Please show every line in the entries below that includes the word "worn".

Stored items
======

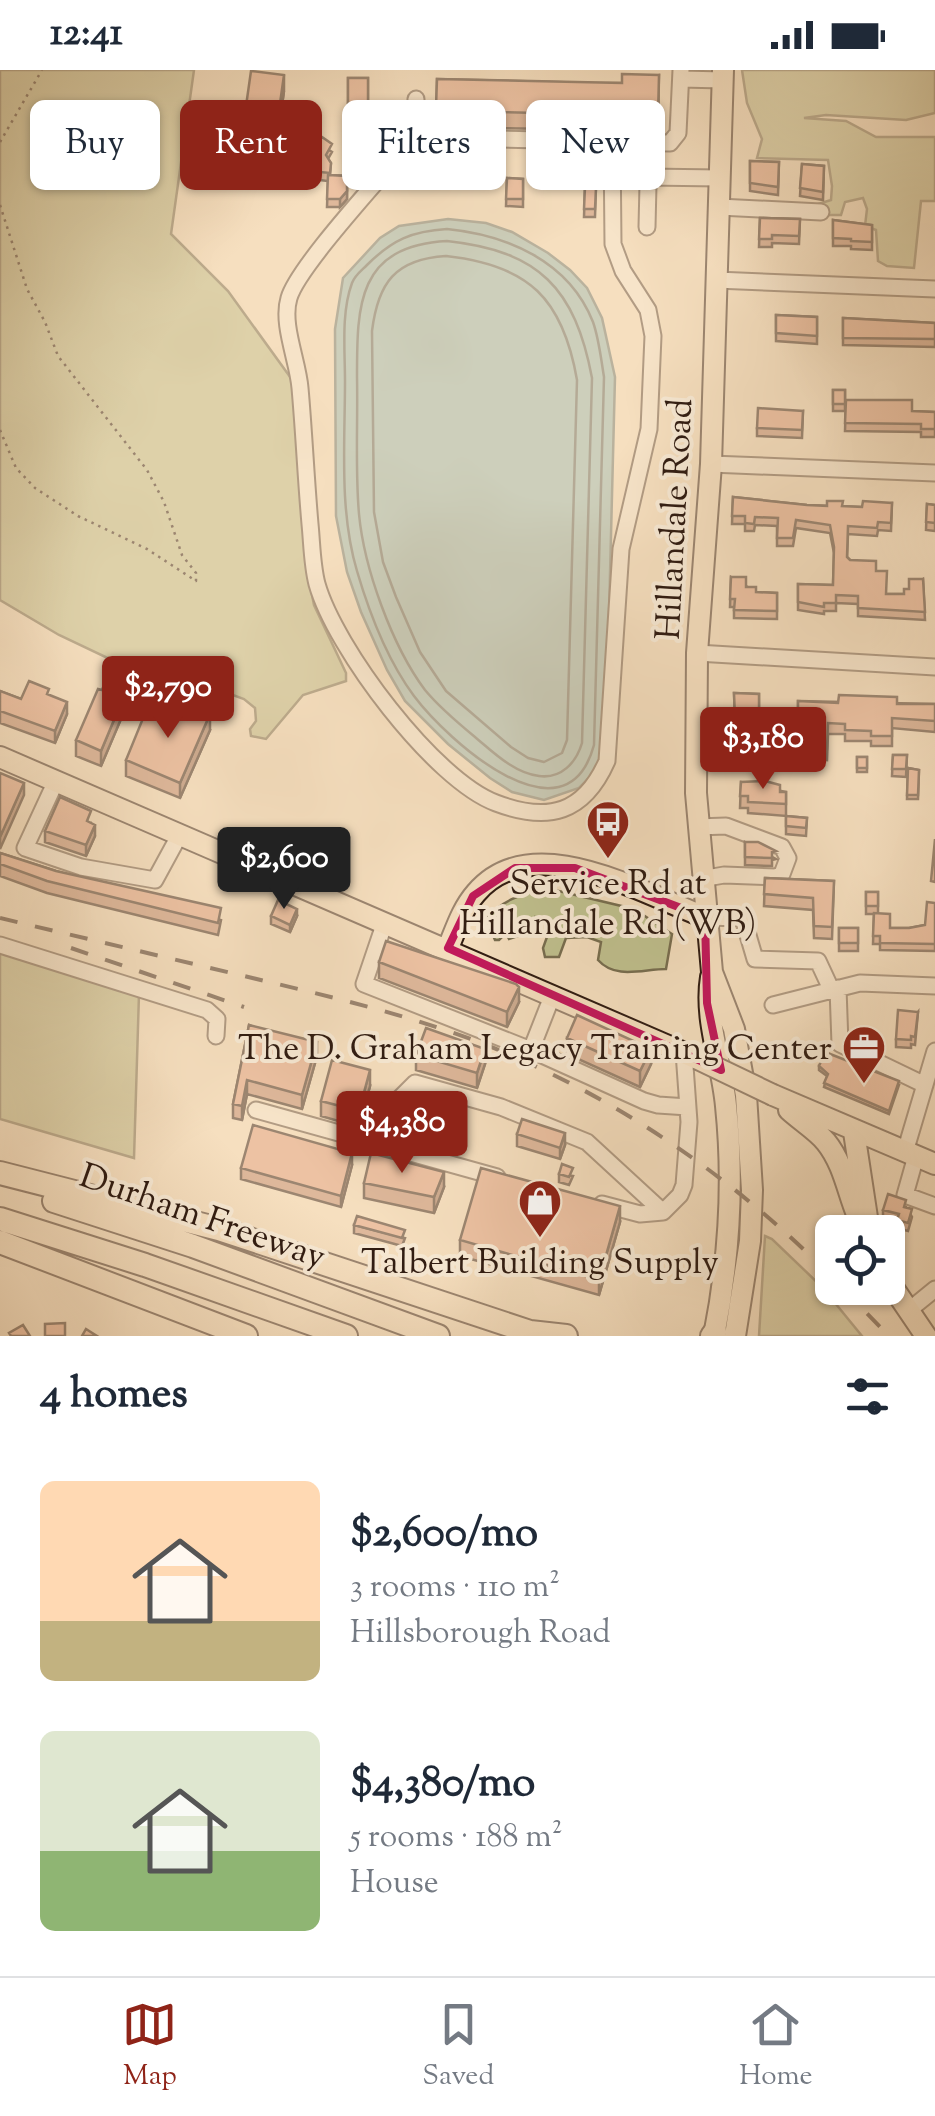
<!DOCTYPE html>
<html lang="en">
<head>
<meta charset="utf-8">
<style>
  :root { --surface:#fff; --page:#f2f2f3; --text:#1f2937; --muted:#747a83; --line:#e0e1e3; --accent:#8f2418 }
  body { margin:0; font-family:"Sorts Mill Goudy",serif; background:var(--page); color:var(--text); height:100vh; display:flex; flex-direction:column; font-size:38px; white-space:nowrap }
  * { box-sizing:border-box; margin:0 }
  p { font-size:32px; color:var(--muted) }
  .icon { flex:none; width:55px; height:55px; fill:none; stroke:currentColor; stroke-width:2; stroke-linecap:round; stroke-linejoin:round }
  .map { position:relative; height:1266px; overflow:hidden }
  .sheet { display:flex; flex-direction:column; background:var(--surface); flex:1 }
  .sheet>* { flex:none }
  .guide { position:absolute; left:30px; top:30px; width:875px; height:90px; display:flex; gap:20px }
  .tools { position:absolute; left:815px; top:1145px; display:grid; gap:20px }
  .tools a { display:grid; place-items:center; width:90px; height:90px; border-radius:15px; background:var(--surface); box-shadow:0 2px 8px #0004; font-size:50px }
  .price { position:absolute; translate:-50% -85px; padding:0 22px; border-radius:10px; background:var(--accent); color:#fff; font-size:32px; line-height:65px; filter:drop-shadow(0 2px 5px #0008) }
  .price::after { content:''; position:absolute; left:50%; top:60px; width:30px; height:22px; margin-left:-15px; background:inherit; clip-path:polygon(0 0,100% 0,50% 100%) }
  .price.on { background:#222; color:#fff }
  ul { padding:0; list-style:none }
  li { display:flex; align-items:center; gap:30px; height:250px; padding:0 40px }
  li span { display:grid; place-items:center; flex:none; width:280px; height:200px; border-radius:15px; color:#555 }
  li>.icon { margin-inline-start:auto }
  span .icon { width:120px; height:120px; fill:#fffc; stroke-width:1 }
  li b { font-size:42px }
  h2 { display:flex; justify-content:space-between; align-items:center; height:120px; padding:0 40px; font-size:42px }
  .chip { padding:0 35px; border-radius:15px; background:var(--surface); box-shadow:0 2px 8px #0004; font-size:35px; line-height:90px }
  .chip.on { background:var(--accent); color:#fff }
  .status { display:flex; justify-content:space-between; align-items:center; height:70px; padding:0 50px; background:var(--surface); direction:ltr }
  .status svg { height:28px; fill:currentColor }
  .tab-bar { display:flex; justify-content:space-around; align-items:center; height:140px; border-top:2px solid var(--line); background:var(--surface); font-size:28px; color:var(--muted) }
  .tab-bar a { display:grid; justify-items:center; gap:5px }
  .tab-bar .on { color:var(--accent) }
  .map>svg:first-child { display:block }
</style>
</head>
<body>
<div class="status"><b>12:41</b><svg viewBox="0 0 49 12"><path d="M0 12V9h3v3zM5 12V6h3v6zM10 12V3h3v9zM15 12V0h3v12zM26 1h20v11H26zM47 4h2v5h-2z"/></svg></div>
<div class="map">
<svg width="935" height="1266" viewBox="0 0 935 1266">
  <rect width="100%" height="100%" fill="#f5dfbf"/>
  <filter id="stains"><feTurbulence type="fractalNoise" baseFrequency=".002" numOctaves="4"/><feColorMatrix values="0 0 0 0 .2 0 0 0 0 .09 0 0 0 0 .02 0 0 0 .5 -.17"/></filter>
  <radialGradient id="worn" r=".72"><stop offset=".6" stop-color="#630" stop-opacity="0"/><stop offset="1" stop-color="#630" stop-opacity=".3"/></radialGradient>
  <path fill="#c0c18f" stroke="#786e50" stroke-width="2.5" d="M0,0h194l-23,164 57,57 65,90 15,193 6,31 32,68v8l-43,14 -37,44 -15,-3 -1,-7 6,-8 -1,-13 -11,-9 -22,-8 -85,-19 -78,-37 -59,-35z
    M742,0h193v43l-29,7 -80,-5 -22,3 42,3 30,16h59v64h-14l-7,67 -27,-2 -9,-5 -2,-31 -11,-4 2,-17 -4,-11 -18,4 -4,13h-26l3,-11 13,-4 1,-14 -4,-26 -71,-2 5,-19 -15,-36z
    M546,818l88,21 38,25 -6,35c-23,0 -50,11 -68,-9l3,-18 -14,-5 -21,1 -7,19h-14l-2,-9 9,-25 -17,-6 -8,16 -18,6 -3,-6 -7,7h-4l-9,-21c16,-19 36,-25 60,-31z
    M0,880l139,44 -5,164 -134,-39z
    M765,1166l7,3 50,48 40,49h-103z"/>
  <path fill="#9cbcb5" stroke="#717c74" stroke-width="2.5" d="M448,149l38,4 26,9 36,21 22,17 17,18 15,30 13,59 -8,316 -7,67 -7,14 -14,14 -35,12 -32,-8 -22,-14 -42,-34 -43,-43 -18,-31 -26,-58 -14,-40 -11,-56 -1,-187 8,-51 37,-40 19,-12z"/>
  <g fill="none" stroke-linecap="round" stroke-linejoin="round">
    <path stroke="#666c64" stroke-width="2.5" d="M447,159c60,6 122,32 146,93 6,17 8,37 11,55l-10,368c-28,103 -147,-5 -180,-49 -26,-35 -45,-84 -57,-125 -18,-60 -12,-128 -12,-190 0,-31 -4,-68 7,-98 3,-8 9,-12 15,-18 25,-25 45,-34 80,-36z
      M447,171c92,10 128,47 145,137l-10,365c-6,20 -21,36 -43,33 -25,-3 -46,-24 -64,-39 -17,-14 -36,-30 -50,-47 -33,-44 -61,-122 -66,-176 -4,-45 -1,-92 -2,-137 0,-72 0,-131 90,-136z
      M446,186c83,9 117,43 131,124l-10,360 -5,13 -18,9 -16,-4 -17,-11 -65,-56 -26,-39 -24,-55 -13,-35 -9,-50 -2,-181c6,-48 23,-72 74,-75z"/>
    <g stroke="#614d3d" stroke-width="19">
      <path id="minor" d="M681,9l42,1
        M416,29c-1,10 2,28 -2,38 -4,9 -17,21 -24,29 -23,27 -93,104 -101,132 -8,26 9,63 11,90 4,45 6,91 10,136 2,20 2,41 7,60 18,64 117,196 179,219 53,20 88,10 111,-42l14,-212 28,-120 4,-93 -5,-26 -25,-39 -10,-27 -1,-103
        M414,67l256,6 8,-10 3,-63
        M647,107l73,1
        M719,137l102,5
        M647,157l2,-85
        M716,210l219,9
        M711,394l224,9
        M697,583l238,14
        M56,711l-31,67 56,19 74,13 25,-46
        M697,757l29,-1 56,21 6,11 -6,16 -6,3 -52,-2 -23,4
        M705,847l38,1 12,41 63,2 13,28
        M385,852l-21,62 167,66 113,51 14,4 30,2
        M0,875l207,65 10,9 -1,17
        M838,918l2,56 85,41
        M773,935l87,-22 75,3
        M531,980l22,-56
        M256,1040l241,67
        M379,1074l16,-41 20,-20 86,24 86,35 76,70
        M905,1082l30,-101
        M916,1086l-11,39 30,11
        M602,1134l38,10 23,-2 17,-17 4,-10 5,-63 -5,-70
        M908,1241l27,-22"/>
    </g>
    <g stroke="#301c12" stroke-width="24">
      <path id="major" d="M723,0l-12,394 -14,189 -1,140 16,179 22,57 12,66 6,95 -2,51 -15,95
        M0,687l698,302
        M448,878c8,-19 14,-39 28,-55 56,-66 165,0 229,24
        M711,907c-7,43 11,85 15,129 8,77 3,154 -12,230
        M773,1025l162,69
        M789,1040c12,11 27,20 37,32 21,26 23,62 39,90
        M854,1062l14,92
        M888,1210l38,56"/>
    </g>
    <g stroke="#301c12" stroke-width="26">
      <path id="highway" d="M0,1103l219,56 323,107
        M54,1131l139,45 245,90
        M0,1149l145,46 201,71
        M0,1172l246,94
        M530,1262l36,4
        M712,1266l3,-4"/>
    </g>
    <path stroke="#301c12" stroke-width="2.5" stroke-dasharray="2.5 5" stroke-linecap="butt" d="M0,72l42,-72
      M0,135l27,84 18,33 13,34 89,114 17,32 18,53 14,18v8l-49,-32 -69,-33 -43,-28 -19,-20 -16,-38"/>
    <use href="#minor" stroke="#f8ead5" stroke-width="15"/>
    <use href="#major" stroke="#f5dfbf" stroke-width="20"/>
    <use href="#highway" stroke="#f5dfbf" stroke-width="22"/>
    <path stroke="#301c12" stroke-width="4" stroke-dasharray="18 18" stroke-linecap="butt" d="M0,848c88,21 177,42 265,63 71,17 142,34 211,60 135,52 255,134 356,236
      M71,878l173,59
      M842,1218l47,48"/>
    <g stroke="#301c12" stroke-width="24" stroke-linecap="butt">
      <path id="major-bridge" d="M698,989l75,36"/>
    </g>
    <use href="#major-bridge" stroke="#f5dfbf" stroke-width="20"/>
  </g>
  <path fill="#c2896f" stroke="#301c12" stroke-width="2.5" d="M659,5l-1,56 -162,-3v-4l-60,-1 1,-44 157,4h28z
    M348,8h20v42h-20z
    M284,21l-12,84 -33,-5v-15z
    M316,72l16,10 -4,7 3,4 -1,12 17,1v23l-7,8h-13l1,-26 -8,-1 -5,-6v-8l3,-9z
    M750,91l29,1 -1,33 -28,-4z
    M802,94l22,2 -1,34 -23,-4z
    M507,108l16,1v28l-17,-1z
    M585,117h11l-1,30h-11z
    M760,148l40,1 -1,25 -27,-1v4h-13z
    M833,150l39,5v25l-21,-1v-3h-18z
    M776,245l41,2v27l-41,-3z
    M843,248l92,5v24l-92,-2z
    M833,320h12v21h-12z
    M846,330l66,11 23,1v25h-14v-5l-76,-1z
    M803,341l-1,27 -45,-2v-8z
    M733,427l74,8 55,2 30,-4 -1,28 -13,-1 -1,6 -29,-2 -1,23 3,3 26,11 10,23h18l5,-5 14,-10 2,41 -67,-4v-12l-22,-1v8h-12v3l-26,-4v-26l35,1 1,-32 -4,-20 -34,-5 -3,18h-16v-20l-22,-1 -1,6h-9v-7h-13z
    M927,434l8,1v26l-9,-1z
    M731,507l25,15 21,1v26l-43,-1v-11h-4z
    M0,621l21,8 28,-4 18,19 -12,29 -55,-20z
    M734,623l25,1v35h-10v24h-13z
    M129,630l-28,66 -25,-10v-16z
    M798,631l137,3v28l-43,-4v18h-21v-5h-26v-7h-17l-1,26 -10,-1v-26l-19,-4z
    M166,648l44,12 -30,68 -54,-22v-16z
    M893,685h14l-1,22 -14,-1z
    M857,687h10v15h-10z
    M908,698l11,2 -1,29h-11z
    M741,712l45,10v24l-38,-3v-5h-8z
    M786,746l21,2 -1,18 -20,-2z
    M91,753l4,13 -9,20 -41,-14v-11z
    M745,772l31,17 -4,1v6l-27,-1z
    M0,783l56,18 165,49 -3,15 -171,-42 -47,-17z
    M765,808l69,3 -2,58 -18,-1 -1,-28 -49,-4z
    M866,822h12v21l12,15h19l16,-3 10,-22v48l-55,-1v-6h-7l1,-30h-8z
    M271,846h26l-7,16 -19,-8z
    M839,858h19v23h-19z
    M379,892l140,40 -12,25 -128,-49z
    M918,942l-3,33 -4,-1v4l-15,-1v-8z
    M249,955l68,31 -15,53 -55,-15 -5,26 -9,-2v-14z
    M567,968l84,26 -11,23 -73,-33z
    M416,985l69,9 -8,24 -61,-18z
    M819,996l80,19 -10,29 -65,-27 3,-11 -8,-6z
    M370,1016l-11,41 -38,-11v-15z
    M517,1064l48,11 -5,14 -43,-13z
    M352,1095l-11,42 -100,-28v-11z
    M559,1104l14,2 -4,9 -10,-3z
    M364,1113l80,4 -10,26 -70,-15z
    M906,1137l6,10 -4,14 -11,-3v-6l-14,-4v-8z
    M620,1152l-21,73 -139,-39v-16z
    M354,1155l51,13 -3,8 -48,-13z"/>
  <path fill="#9e6f5a" stroke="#301c12" stroke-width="2.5" d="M284,5v16l-12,84v-15z
    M347,121v8l-7,8v-8z
    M129,614v16l-28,66v-15z
    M67,632v12l-12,29v-12z
    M210,644v16l-30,68v-15z
    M24,713v12l-24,54v-12z
    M95,755v11l-9,20v-11z
    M297,839v7l-7,16v-7z
    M519,917v15l-12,25v-15z
    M317,972v14l-15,53v-14z
    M485,979v15l-8,24v-15z
    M651,979v15l-11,23v-16z
    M370,1000v16l-11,41v-16z
    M247,1010v14l-5,26v-14z
    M565,1063v12l-5,14v-11z
    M352,1083v12l-11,42v-11z
    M444,1102v15l-10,26v-16z
    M620,1136v16l-21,73v-15z"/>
  <path fill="#e29f81" stroke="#301c12" stroke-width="2.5" d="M251,1l33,4 -12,85 -33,-5z
    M622,4l37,1 -1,41 -162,-4v-3l-60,-2 1,-28 185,4z
    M348,8h20v31l-20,-1z
    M322,67l10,7 -6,11 5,8 -1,10 -10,-1 -5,-6 4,-12 -3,-12z
    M750,91l29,1 -1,25 -28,-4z
    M802,94l22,2 -1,26 -23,-4z
    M328,105l19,1v15l-7,8h-13z
    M507,108l16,1v20h-17z
    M585,117h11l-1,22h-11z
    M760,148l40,1 -1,17 -27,-1v4h-13z
    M833,150l39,5v17l-21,-1v-2l-18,-1z
    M776,245l41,2v19l-41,-3z
    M843,248l92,5v16l-92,-1z
    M833,320h12v14h-12z
    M846,330h66v11l23,1v17h-14v-5l-76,-1z
    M758,338l45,3 -1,19 -45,-2z
    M733,427l74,8 20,1v-5h16l-1,5 20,1 1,-6 29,2 -1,20 -13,-1 -1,6 -29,-2 -1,31 3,3 26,1v10h11l-1,23h18v-5h5v-10h14l2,33 -67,-4v-12l-22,-1v8h-12v4l-26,-5v-18l35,1 1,-38 -4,-22 -34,-5 -3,18h-16l1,-20 -23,-1 -1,7 -9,-1v-7h-13z
    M927,434l8,1v18l-9,-1z
    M731,507h15v10h10v5l21,1v18l-43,-1 1,-11h-5z
    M108,606l21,8 -28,67 -25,-11 22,-51 4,1z
    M29,611l20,8 -2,5 20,8 -12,29 -55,-20v-20l21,8z
    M734,623l25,1v23h-10v24h-13z
    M839,625l58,2v7h38v17l-43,-3v18h-21v-5l-26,-1v-6l-17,-1 -1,26h-10v-27l-19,-3v-18l40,2z
    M173,630l37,14 -30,69 -54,-23 20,-49 20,7z
    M893,685h14l-1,14h-14z
    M857,687h10v11h-10z
    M908,698l11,2 -1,25h-11z
    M0,703l24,10 -24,54z
    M765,711l15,4v7h6v12l-38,-2v-6h-8l1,-14z
    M60,727l31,14 -4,10 8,4 -9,20 -41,-14z
    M786,746l21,2 -1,10 -20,-2z
    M935,769v43l-4,-1z
    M745,772h13l18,9 -4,1v6l-27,-1z
    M0,783l56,18 165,37 -3,15 -171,-42 -47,-17z
    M765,808l69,3 -2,46 -18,-1 -1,-28 -49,-4z
    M866,822h12v14h-12z
    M278,830l19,9 -7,16 -19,-9z
    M927,832l8,1v41l-55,-1v-7h-7l1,-23 16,1v14h19l16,-3z
    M839,858h19v15h-19z
    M386,871l130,43 3,3 -12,25 -128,-50z
    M898,940l20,2 -3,25 -4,-1v4l-15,-1z
    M577,945l74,34 -11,22 -73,-33z
    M249,955l68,17 -15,53 -55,-15 -5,26 -9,-2z
    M426,958l59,21 -8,24 -61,-18z
    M825,982l74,29 -10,30 -65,-28 4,-9 -9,-8z
    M332,990l38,10 -11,41 -38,-10z
    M522,1049l43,14 -5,15 -43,-14z
    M253,1055l99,28 -11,43 -100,-28z
    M371,1083l73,19 -10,25 -70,-14z
    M562,1094l11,4 -4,9 -10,-3z
    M481,1098l139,38 -21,74 -139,-40z
    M888,1124l18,6 -2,7 8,2 -4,14 -11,-3 2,-6 -16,-4z
    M357,1146l48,14 -3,8 -48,-13z
    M65,1253v13h-20v-12z
    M23,1255l7,11h-19l-2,-3z
    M86,1259l11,7h-15z"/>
  <path d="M0 0H935V1266H0ZM515,798h60l130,49 2,86 14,67 -273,-122 25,-52z" fill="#f5dfbf" fill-opacity=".55" fill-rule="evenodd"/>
  <path fill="none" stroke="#c2185b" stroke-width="8" stroke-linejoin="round" d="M515,798h60l130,49 2,86 14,67 -273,-122 25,-52z"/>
  <defs>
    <g id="bus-pin" transform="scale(2.25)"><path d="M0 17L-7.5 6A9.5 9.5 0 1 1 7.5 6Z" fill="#8f2418" stroke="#f8ead5"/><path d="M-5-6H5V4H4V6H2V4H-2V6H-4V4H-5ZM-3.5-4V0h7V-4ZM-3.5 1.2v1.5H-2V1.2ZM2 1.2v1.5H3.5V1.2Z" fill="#fff"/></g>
    <g id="office-pin" transform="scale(2.25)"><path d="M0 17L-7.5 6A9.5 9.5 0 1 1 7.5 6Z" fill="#8f2418" stroke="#f8ead5"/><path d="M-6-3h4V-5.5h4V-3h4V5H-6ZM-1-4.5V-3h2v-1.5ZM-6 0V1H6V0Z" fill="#fff"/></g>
    <g id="shop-pin" transform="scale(2.25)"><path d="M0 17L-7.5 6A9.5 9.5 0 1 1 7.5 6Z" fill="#8f2418" stroke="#f8ead5"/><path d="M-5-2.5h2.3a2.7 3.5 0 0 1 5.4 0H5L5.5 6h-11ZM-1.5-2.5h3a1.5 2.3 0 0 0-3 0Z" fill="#fff"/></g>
  </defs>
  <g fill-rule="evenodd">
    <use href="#bus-pin" x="608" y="752"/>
    <use href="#office-pin" x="864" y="977"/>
    <use href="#shop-pin" x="540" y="1131"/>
  </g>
  <g text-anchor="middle" stroke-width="8" stroke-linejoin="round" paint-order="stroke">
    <g font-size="35" fill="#301c12" stroke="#f8ead5">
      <text transform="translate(673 449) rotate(-87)" y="12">Hillandale Road</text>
      <text transform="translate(203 1145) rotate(19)" y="12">Durham Freeway</text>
    </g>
    <g font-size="35" fill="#301c12" stroke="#f8ead5">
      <text x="608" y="824">Service Rd at<tspan x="608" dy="40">Hillandale Rd (WB)</tspan></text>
      <text x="832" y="989" text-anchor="end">The D. Graham Legacy Training Center</text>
      <text x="540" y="1203">Talbert Building Supply</text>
    </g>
  </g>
  <rect width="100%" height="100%" filter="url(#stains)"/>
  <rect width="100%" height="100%" fill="url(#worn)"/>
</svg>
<div class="tools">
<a><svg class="icon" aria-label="locate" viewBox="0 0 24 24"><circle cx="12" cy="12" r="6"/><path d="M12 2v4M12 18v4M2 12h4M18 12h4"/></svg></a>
</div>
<b class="price" style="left:168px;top:671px">$2,790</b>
<b class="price" style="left:763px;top:722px">$3,180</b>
<b class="price on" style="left:284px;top:842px">$2,600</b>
<b class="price" style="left:402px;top:1106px">$4,380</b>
<div class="guide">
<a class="chip">Buy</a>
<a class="chip on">Rent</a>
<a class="chip">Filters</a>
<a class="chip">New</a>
</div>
</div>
<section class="sheet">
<h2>4 homes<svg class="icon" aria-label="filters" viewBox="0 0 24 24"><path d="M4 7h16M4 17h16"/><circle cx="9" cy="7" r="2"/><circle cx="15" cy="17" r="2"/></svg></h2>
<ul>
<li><span style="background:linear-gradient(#ffd9b3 70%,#c2b280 0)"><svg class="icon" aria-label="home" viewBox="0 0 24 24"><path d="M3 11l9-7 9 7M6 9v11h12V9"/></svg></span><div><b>$2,600/mo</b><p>3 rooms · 110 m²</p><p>Hillsborough Road</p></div></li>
<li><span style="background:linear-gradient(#dfe7d0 60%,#8fb573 0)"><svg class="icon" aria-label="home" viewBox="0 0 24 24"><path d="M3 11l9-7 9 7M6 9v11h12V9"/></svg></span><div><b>$4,380/mo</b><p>5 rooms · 188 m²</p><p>House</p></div></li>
</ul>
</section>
<nav class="tab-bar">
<a class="on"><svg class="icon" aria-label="map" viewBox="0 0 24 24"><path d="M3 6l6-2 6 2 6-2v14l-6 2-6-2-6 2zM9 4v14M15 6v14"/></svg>Map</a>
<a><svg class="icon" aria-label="saved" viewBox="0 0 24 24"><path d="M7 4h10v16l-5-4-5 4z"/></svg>Saved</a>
<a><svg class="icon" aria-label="home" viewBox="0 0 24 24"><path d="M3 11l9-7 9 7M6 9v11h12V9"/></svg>Home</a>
</nav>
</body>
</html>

======

_Exercise output_.
  <radialGradient id="worn" r=".72"><stop offset=".6" stop-color="#630" stop-opacity="0"/><stop offset="1" stop-color="#630" stop-opacity=".3"/></radialGradient>
  <rect width="100%" height="100%" fill="url(#worn)"/>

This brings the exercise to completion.